Google's parent Alphabet’s Q1 profit fails to impress at $4.21 billion

23 Apr 2016

Google's parent Alphabet Inc reported a consolidated net income of $4.21 billion, or $6.02 per share, up from $3.52 billion, or $5.10 per share during the year-ago quarter.

Consolidated revenue for the January-March 2016 quarter stood at $20.26 billion, up from $17.26 billion in the year-ago quarter, excluding one-time items.

Google said the targets for first-quarter profit and revenue were hit by a strong dollar and the money spent to build traffic for its mobile advertising services.

The results drove Alphabet's shares down 6 per cent in late trading on Thursday after the web search company also missed Wall Street targets for first-quarter profit and revenue.

Chief financial officer Ruth Porat said on a conference call with investors that Alphabet's traffic acquisition costs (TAC), or payments it makes to other web sites, totaled $3.8 billion and accounted for 21 per cent of advertising revenues.

The percentage of ad revenues spent on TAC grew 13 per cent year-over-year, it said.

The rise in traffic acquisition costs reflected the dynamics of an ongoing shift to mobile advertising and the growing importance of programmatic advertising, in which ads are bought, sold and displayed by automated systems, say analysts.

Porat said spending on traffic acquisition is expected to keep rising as the shift to mobile continues - pressuring the company's traditionally robust margins on its advertising business.

Google's advertising revenue increased 16.2 per cent to $18.02 billion, while the number of ads, or paid clicks, rose 29 per cent, the company said.

Alphabet reported an increase in losses at its Other Bets business to $802 million, up from $633 million a year earlier even as revenue from these business more than doubled to $166 million from $80 million.

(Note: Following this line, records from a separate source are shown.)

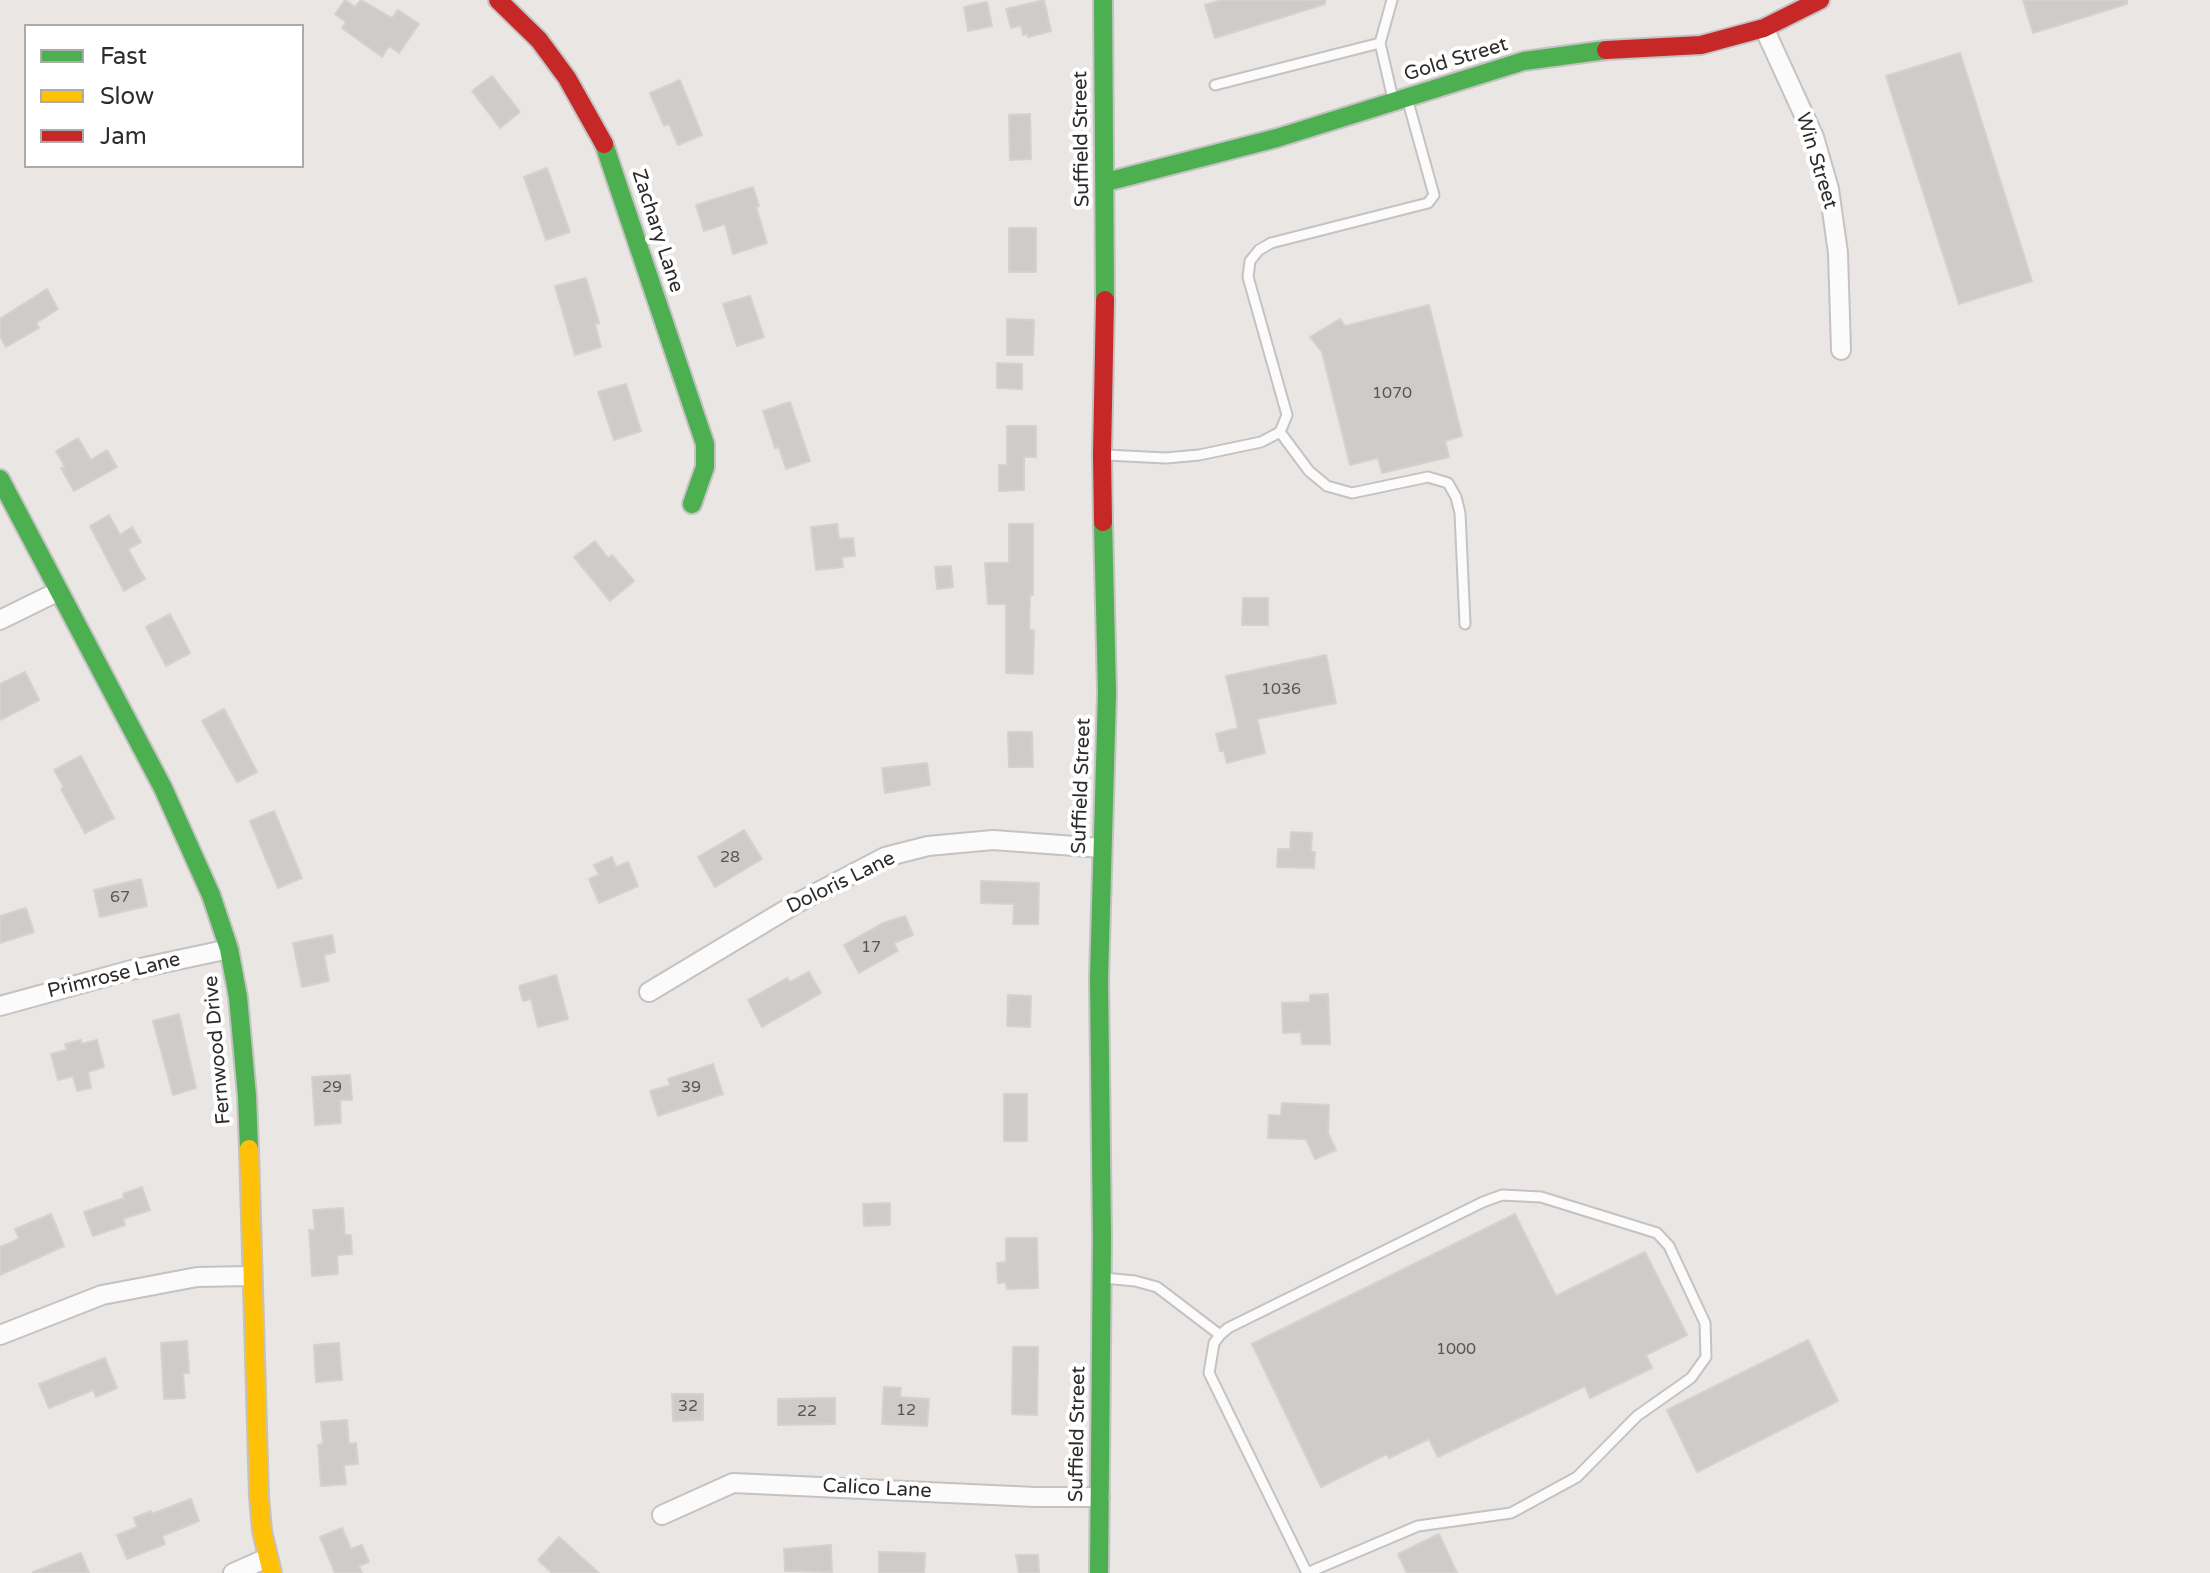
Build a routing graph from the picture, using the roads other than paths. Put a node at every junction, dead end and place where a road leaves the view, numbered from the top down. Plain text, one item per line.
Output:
1 (498, 0) edge
2 (1103, 0) edge
3 (1392, 0) edge
4 (1820, 0) edge
5 (1764, 28) junction
6 (1380, 43) junction
7 (1215, 85) dead end
8 (1400, 100) junction
9 (1106, 182) junction
10 (1841, 350) dead end
11 (1280, 432) junction
12 (1102, 455) junction
13 (0, 479) edge
14 (692, 504) dead end
15 (59, 591) junction
16 (0, 620) edge
17 (1465, 624) dead end
18 (1102, 848) junction
19 (229, 949) junction
20 (649, 992) dead end
21 (0, 1006) edge
22 (251, 1276) junction
23 (1102, 1278) junction
24 (0, 1335) edge
25 (1220, 1335) junction
26 (1100, 1497) junction
27 (662, 1515) dead end
28 (270, 1566) edge
29 (233, 1573) edge
30 (1099, 1573) edge
31 (1307, 1573) edge

1 - 14 street, Zachary Lane
2 - 9 street, Suffield Street
3 - 6 lane
4 - 5 street, Gold Street
5 - 8 street, Gold Street
5 - 10 street, Win Street
6 - 7 lane
6 - 8 lane
8 - 9 street, Gold Street
8 - 11 lane
9 - 12 street, Suffield Street
11 - 12 lane
11 - 17 lane
12 - 18 street, Suffield Street
13 - 15 street, Fernwood Drive
15 - 16 street
15 - 19 street, Fernwood Drive
18 - 20 street, Doloris Lane
18 - 23 street, Suffield Street
19 - 21 street, Primrose Lane
19 - 22 street, Fernwood Drive
22 - 24 street
22 - 28 street, Fernwood Drive
23 - 25 lane
23 - 26 street, Suffield Street
25 - 31 lane
25 - 31 lane
26 - 27 street, Calico Lane
26 - 30 street, Suffield Street
28 - 29 street

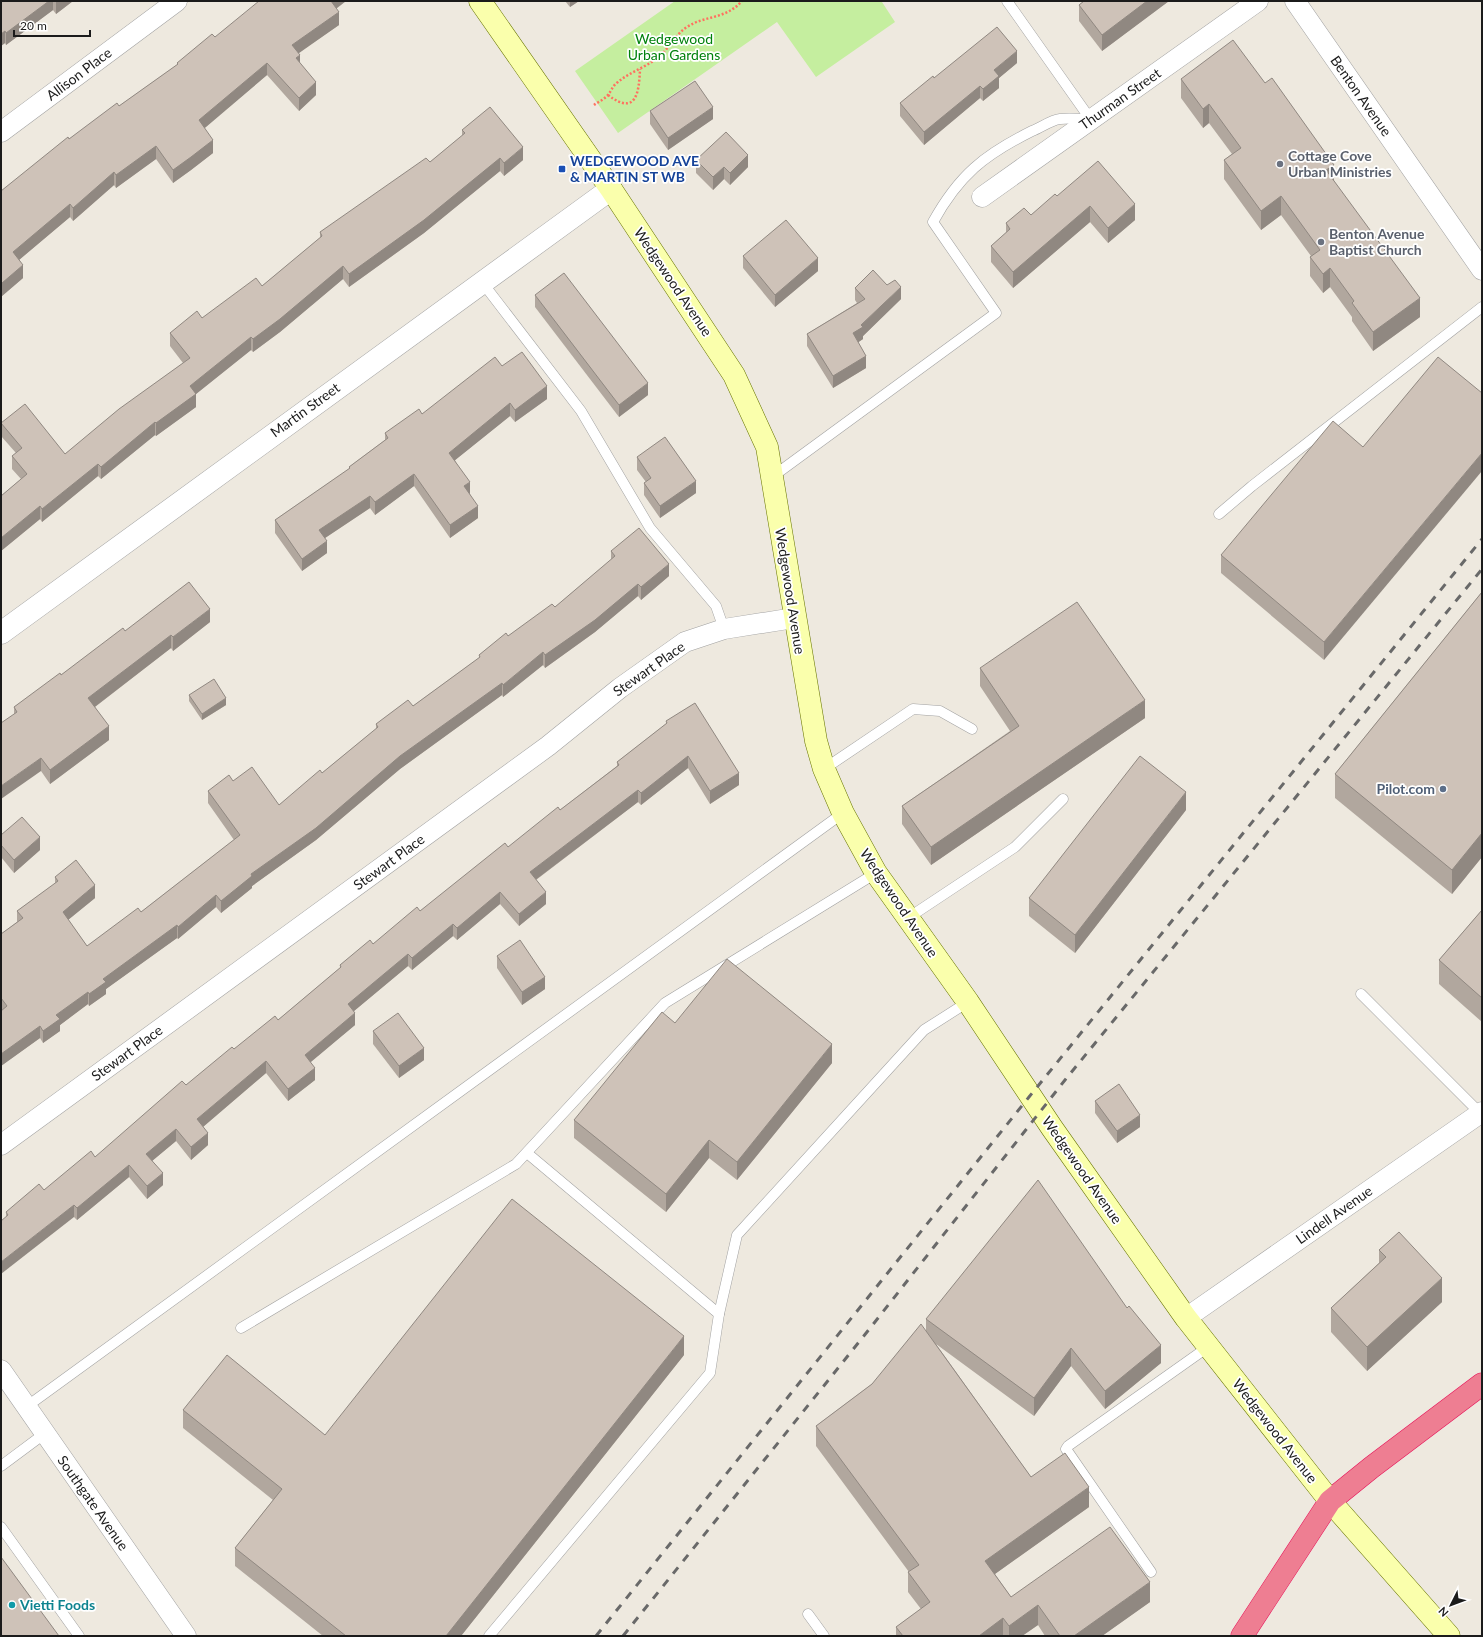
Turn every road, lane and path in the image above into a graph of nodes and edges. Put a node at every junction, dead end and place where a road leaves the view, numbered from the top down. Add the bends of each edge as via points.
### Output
1 (177, 1) edge
2 (480, 1) edge
3 (742, 1) edge
4 (1007, 1) edge
5 (1258, 1) edge
6 (1295, 1) edge
7 (640, 68) junction
8 (608, 95) junction
9 (594, 105) dead end
10 (1091, 120) junction
11 (1, 132) edge
12 (610, 189) junction
13 (982, 197) dead end
14 (1482, 270) edge
15 (482, 282) junction
16 (1482, 307) edge
17 (772, 477) junction
18 (1219, 514) dead end
19 (794, 618) junction
20 (724, 629) junction
21 (1, 633) edge
22 (972, 729) dead end
23 (824, 769) junction
24 (1063, 799) dead end
25 (843, 813) junction
26 (876, 873) junction
27 (908, 918) junction
28 (1361, 994) dead end
29 (968, 1002) junction
30 (1481, 1113) edge
31 (1, 1145) edge
32 (527, 1153) junction
33 (719, 1314) junction
34 (1186, 1318) junction
35 (241, 1328) dead end
36 (1208, 1347) junction
37 (3, 1379) edge
38 (1482, 1384) edge
39 (26, 1407) junction
40 (44, 1434) junction
41 (1, 1466) edge
42 (1330, 1501) junction
43 (1, 1527) edge
44 (1151, 1572) dead end
45 (808, 1614) dead end
46 (79, 1636) edge
47 (186, 1636) edge
48 (490, 1636) edge
49 (824, 1636) edge
50 (1242, 1636) edge
51 (1449, 1636) edge

1 - 11 street, Allison Place
2 - 12 main road, Wedgewood Avenue
3 - 7 path via 725,13 686,27 674,37 662,55
4 - 10 lane
5 - 10 street, Thurman Street
6 - 14 street, Benton Avenue
7 - 8 path via 618,81
7 - 8 path via 639,93 633,100 617,102
8 - 9 path
10 - 13 street, Thurman Street
10 - 17 lane via 1058,119 1012,141 960,179 933,222 996,313
12 - 15 street, Martin Street
12 - 17 main road, Wedgewood Avenue via 734,375 767,446
15 - 20 lane via 581,411 650,528 716,606
15 - 21 street, Martin Street
16 - 18 lane
17 - 19 main road, Wedgewood Avenue
19 - 20 street, Stewart Place
19 - 23 main road, Wedgewood Avenue via 816,741
20 - 31 street, Stewart Place via 685,642 620,688 548,746
22 - 23 lane via 940,711 913,709
23 - 25 main road, Wedgewood Avenue
24 - 27 lane via 1015,847
25 - 26 main road, Wedgewood Avenue
25 - 39 lane
26 - 27 main road, Wedgewood Avenue
26 - 32 lane via 665,1004
27 - 29 main road, Wedgewood Avenue
28 - 30 lane
29 - 33 lane via 924,1030 737,1235
29 - 34 main road, Wedgewood Avenue via 1052,1128
30 - 34 street, Lindell Avenue
32 - 33 lane
32 - 35 lane via 516,1164
33 - 48 lane via 710,1373
34 - 36 main road, Wedgewood Avenue
36 - 42 main road, Wedgewood Avenue
36 - 44 lane via 1066,1449
37 - 39 street, Southgate Avenue
38 - 42 highway
39 - 40 street, Southgate Avenue
40 - 41 lane
40 - 47 street, Southgate Avenue
42 - 50 highway
42 - 51 main road, Wedgewood Avenue
43 - 46 lane
45 - 49 lane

The Other Bets business include broadband business Google Fiber, home automation product Nest, self-driving cars and X - the research division that works on "moon shot" ventures.

Porat said foreign exchange rates factored heavily into the results, shaving $762 million from its revenue for the quarter or $593 million after the effects of a currency hedging programme.

"Our total revenue grew 23 per cent year-over-year and declined 4 per cent sequentially, reflecting holiday seasonality," she said on the conference call.

Alphabet's total net income rose to $4.21 billion, or $6.02 per Class A and B share and Class C capital stock, from $3.52 billion, or $5.10 per share.

The company's shares fell to $732.94 in afterhours trade from a close of $780.